*TO DO*.
Please copy out each line of the entries in which "roads" appears.

-=-=-

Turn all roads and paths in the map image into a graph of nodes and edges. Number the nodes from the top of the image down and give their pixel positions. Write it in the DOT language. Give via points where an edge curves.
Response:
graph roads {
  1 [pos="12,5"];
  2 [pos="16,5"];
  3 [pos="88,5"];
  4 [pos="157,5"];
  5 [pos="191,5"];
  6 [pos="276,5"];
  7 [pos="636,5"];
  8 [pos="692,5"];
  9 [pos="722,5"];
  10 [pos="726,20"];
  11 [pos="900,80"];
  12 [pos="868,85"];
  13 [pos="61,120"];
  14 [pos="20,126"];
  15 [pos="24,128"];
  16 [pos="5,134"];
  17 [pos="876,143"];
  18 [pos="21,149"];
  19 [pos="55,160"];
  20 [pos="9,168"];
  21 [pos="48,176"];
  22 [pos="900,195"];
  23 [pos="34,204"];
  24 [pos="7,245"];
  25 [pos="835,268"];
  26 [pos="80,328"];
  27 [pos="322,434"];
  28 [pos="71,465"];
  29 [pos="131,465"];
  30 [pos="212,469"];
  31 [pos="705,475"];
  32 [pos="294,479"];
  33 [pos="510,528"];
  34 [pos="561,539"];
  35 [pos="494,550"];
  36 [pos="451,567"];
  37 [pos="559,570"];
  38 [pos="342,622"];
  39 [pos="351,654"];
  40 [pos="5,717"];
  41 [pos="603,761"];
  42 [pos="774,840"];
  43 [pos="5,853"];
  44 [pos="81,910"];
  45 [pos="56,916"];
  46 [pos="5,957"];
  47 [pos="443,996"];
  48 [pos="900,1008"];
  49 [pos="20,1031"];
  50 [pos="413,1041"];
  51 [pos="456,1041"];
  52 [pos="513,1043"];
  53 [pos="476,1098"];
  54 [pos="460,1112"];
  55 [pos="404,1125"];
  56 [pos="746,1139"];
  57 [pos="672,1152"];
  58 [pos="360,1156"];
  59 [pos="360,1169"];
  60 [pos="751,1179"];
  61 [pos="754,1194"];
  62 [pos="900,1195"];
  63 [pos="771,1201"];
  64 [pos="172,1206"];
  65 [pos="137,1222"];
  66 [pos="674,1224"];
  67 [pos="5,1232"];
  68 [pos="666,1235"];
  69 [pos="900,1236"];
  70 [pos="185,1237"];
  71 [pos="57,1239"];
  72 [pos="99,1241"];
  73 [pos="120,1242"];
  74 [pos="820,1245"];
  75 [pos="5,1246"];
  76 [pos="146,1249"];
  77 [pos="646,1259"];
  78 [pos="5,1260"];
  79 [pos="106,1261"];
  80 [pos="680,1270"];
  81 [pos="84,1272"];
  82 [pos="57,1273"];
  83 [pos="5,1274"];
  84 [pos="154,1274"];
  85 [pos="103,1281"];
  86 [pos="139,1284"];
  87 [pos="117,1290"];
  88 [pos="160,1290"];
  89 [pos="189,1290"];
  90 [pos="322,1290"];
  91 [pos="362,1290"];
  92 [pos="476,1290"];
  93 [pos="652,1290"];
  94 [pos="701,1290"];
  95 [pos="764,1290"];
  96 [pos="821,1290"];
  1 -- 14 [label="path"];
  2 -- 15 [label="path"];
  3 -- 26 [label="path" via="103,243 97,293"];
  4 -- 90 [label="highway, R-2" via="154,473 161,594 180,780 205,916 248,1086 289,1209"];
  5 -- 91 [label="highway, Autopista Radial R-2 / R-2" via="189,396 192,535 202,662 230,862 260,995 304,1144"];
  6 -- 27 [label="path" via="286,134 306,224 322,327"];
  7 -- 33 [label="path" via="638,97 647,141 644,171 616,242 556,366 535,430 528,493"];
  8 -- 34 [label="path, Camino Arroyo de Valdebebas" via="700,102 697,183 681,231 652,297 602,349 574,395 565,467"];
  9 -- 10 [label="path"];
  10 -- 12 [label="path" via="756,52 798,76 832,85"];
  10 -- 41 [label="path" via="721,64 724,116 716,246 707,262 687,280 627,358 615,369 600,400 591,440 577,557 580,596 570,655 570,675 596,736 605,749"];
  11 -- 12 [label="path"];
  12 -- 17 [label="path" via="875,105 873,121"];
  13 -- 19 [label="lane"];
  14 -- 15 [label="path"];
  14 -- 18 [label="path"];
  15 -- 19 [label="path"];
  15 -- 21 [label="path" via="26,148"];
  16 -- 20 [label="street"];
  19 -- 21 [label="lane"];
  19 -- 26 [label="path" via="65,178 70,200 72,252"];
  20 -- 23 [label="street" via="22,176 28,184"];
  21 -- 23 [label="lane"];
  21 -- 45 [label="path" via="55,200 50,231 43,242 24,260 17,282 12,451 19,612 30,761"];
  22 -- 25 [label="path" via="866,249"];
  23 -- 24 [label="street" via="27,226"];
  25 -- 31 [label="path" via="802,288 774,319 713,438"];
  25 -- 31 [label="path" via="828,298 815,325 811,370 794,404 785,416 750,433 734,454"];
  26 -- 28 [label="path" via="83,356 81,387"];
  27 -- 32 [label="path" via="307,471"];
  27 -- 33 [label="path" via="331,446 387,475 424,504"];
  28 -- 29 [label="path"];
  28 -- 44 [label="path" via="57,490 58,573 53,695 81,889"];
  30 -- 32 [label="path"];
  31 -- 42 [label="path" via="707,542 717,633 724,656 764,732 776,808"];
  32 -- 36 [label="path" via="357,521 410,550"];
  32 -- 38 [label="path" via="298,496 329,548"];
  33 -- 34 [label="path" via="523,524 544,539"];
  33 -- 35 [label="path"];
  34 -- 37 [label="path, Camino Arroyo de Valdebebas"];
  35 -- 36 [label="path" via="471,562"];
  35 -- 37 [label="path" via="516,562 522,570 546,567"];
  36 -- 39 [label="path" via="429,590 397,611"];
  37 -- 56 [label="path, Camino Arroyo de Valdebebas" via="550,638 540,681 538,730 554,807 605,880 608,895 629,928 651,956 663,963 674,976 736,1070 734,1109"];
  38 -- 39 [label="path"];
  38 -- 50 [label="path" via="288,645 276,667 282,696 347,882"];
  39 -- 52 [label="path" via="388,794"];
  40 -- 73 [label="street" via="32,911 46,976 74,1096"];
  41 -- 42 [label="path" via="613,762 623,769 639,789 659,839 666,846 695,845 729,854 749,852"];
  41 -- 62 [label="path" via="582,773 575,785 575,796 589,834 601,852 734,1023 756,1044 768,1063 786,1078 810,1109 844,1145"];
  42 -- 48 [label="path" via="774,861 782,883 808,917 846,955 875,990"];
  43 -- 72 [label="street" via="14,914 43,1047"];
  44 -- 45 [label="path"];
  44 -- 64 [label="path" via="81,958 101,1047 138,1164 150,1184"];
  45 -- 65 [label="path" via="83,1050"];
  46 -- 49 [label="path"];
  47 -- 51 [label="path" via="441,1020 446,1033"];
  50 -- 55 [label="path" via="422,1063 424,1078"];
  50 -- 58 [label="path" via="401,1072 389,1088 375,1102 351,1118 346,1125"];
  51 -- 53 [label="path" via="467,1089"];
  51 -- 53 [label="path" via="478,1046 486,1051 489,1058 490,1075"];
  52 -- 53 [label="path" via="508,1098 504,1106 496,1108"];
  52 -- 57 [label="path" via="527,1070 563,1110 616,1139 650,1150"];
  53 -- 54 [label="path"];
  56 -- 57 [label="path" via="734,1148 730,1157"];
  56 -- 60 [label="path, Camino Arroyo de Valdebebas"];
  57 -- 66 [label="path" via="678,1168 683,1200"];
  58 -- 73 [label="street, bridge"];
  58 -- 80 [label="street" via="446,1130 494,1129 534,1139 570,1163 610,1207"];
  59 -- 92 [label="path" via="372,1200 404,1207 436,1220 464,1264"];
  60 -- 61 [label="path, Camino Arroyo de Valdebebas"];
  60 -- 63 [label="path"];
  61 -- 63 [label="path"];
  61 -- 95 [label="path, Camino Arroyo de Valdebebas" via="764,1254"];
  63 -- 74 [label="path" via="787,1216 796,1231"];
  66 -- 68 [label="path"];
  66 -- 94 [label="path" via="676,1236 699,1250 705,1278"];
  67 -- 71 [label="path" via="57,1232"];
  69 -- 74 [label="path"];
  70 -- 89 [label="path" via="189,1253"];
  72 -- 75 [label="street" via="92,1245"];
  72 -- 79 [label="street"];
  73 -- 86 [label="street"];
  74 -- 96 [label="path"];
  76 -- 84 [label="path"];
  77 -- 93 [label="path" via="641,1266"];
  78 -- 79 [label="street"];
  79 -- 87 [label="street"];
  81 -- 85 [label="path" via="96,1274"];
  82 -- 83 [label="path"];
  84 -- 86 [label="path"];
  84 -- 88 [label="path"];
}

-=-=-

*FINISHED EXERCISE*.
Turn all roads and paths in the map image into a graph of nodes and edges. Number the nodes from the top of the image down and give their pixel positions. Write it in the DOT language. Give via points where an edge curves.
graph roads {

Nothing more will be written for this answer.